EXERCISE OBJECTIVE
Count every line in the entries that follow where the word "leaves" appears, then state only the total.

..............................

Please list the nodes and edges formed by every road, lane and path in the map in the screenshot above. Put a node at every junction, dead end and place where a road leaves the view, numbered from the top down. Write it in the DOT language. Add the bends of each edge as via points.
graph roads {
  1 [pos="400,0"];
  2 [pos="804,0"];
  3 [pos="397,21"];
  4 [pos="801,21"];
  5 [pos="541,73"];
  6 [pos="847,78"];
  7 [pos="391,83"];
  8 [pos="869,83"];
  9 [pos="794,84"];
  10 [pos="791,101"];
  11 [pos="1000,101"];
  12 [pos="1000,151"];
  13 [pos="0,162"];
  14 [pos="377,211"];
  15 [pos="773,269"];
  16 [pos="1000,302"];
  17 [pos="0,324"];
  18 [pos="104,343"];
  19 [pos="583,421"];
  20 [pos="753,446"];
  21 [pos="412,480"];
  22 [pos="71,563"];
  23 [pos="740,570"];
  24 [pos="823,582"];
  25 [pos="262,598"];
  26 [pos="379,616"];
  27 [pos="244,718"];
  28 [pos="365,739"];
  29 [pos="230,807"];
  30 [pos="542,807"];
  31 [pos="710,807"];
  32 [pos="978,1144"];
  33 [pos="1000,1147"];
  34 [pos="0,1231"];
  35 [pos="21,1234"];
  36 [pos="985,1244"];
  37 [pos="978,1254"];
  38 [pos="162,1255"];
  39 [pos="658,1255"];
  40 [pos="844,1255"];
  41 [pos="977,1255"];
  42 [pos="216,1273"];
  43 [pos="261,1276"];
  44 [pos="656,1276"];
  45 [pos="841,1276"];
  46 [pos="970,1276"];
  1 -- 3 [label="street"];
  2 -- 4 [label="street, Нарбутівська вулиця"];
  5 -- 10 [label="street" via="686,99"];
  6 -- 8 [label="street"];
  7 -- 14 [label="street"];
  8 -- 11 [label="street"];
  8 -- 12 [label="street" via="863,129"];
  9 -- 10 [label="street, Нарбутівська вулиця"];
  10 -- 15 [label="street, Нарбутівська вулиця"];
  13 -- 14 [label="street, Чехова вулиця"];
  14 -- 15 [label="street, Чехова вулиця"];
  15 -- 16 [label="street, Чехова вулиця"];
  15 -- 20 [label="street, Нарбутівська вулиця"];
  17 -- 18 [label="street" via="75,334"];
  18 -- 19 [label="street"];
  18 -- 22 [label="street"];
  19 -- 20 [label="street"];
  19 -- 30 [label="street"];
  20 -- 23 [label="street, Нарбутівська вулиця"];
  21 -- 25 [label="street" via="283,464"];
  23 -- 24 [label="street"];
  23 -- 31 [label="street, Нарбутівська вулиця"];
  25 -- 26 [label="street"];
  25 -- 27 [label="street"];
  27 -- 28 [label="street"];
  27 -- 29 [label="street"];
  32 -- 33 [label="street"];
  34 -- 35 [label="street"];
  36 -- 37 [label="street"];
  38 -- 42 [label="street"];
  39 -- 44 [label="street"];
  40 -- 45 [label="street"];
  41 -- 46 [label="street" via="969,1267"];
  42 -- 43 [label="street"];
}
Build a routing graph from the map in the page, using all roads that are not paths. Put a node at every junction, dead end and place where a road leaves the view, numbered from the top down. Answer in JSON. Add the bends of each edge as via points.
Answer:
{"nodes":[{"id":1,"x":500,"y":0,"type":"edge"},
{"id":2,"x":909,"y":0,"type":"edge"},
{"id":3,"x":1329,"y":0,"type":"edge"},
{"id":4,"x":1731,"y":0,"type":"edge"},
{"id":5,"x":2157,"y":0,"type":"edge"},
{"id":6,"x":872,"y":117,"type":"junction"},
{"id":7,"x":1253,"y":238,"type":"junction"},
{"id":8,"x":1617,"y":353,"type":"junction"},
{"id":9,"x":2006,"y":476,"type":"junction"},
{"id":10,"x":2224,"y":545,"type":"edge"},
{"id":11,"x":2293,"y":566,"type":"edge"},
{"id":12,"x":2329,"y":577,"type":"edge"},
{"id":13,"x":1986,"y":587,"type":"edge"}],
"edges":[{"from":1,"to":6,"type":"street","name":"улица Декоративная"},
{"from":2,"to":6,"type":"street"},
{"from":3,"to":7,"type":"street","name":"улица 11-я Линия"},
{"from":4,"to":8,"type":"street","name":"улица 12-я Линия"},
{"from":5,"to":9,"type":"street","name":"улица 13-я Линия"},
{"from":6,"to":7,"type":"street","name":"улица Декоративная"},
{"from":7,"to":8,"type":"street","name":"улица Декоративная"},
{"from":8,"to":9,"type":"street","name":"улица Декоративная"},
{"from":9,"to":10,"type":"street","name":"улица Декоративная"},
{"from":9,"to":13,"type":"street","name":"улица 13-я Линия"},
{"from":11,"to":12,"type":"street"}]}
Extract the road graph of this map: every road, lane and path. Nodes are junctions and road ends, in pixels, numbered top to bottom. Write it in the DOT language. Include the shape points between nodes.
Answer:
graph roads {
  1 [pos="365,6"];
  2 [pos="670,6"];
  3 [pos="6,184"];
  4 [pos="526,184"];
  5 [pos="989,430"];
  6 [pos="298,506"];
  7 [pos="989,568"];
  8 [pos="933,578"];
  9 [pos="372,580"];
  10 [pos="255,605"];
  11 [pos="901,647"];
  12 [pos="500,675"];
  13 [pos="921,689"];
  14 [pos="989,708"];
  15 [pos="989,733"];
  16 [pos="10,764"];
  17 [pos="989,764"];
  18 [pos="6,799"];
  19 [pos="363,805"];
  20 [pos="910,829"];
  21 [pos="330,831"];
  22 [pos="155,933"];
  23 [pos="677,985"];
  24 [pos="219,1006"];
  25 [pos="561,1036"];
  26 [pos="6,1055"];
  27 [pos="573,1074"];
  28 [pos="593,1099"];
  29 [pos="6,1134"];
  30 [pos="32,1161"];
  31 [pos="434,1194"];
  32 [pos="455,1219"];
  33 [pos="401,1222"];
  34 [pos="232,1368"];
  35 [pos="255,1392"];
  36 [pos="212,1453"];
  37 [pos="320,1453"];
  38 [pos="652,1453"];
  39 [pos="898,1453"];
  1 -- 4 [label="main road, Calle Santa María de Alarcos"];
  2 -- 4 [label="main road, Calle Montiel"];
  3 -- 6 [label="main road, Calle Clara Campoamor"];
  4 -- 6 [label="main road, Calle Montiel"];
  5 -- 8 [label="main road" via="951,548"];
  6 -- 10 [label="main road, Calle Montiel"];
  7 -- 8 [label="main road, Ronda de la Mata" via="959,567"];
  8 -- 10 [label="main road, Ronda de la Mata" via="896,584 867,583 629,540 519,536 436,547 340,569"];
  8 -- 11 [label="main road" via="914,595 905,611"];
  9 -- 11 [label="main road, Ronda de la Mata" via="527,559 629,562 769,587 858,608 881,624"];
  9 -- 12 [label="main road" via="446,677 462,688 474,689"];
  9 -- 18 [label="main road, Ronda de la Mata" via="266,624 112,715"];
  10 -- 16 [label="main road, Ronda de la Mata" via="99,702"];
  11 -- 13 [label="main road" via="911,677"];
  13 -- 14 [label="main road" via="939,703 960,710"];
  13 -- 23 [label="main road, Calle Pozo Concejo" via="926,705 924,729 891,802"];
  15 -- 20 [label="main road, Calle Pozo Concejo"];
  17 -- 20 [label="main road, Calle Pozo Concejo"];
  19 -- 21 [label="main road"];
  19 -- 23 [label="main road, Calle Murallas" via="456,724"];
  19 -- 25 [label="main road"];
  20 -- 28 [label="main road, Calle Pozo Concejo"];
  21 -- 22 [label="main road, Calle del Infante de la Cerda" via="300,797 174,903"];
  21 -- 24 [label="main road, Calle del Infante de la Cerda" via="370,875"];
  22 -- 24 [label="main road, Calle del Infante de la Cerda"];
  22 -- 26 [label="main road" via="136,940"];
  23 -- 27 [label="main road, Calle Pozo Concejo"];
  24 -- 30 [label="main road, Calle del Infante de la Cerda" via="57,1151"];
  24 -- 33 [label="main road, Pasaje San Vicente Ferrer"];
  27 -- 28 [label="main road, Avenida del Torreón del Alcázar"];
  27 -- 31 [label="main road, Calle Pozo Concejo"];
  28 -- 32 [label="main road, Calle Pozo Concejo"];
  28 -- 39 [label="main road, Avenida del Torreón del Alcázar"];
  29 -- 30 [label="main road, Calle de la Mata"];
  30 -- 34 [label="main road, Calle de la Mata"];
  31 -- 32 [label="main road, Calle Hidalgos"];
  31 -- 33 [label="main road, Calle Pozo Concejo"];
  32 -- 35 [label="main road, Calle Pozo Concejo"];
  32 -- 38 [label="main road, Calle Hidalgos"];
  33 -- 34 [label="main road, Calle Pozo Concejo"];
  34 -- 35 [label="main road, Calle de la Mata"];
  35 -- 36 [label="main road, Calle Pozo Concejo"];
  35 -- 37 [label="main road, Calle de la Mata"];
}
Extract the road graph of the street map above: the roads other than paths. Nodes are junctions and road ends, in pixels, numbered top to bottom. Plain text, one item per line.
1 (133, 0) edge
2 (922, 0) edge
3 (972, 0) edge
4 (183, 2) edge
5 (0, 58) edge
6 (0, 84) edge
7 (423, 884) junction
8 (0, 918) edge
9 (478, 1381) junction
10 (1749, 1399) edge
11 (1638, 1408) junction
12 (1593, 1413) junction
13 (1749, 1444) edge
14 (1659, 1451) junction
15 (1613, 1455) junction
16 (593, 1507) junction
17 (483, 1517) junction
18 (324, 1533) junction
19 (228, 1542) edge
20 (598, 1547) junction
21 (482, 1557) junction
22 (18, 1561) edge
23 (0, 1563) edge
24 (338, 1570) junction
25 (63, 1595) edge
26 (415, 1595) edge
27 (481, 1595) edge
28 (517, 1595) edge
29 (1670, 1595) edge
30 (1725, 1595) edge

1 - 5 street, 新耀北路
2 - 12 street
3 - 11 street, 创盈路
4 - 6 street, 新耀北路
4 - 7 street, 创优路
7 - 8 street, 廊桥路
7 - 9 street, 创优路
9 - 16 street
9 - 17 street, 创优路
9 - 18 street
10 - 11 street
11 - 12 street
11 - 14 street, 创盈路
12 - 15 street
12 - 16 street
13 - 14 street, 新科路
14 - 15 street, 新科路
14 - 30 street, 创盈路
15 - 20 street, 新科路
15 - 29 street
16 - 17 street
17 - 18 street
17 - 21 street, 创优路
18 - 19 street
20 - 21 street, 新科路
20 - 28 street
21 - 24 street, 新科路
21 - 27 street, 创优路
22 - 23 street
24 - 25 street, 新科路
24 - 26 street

..............................

EXERCISE SOLUTION
2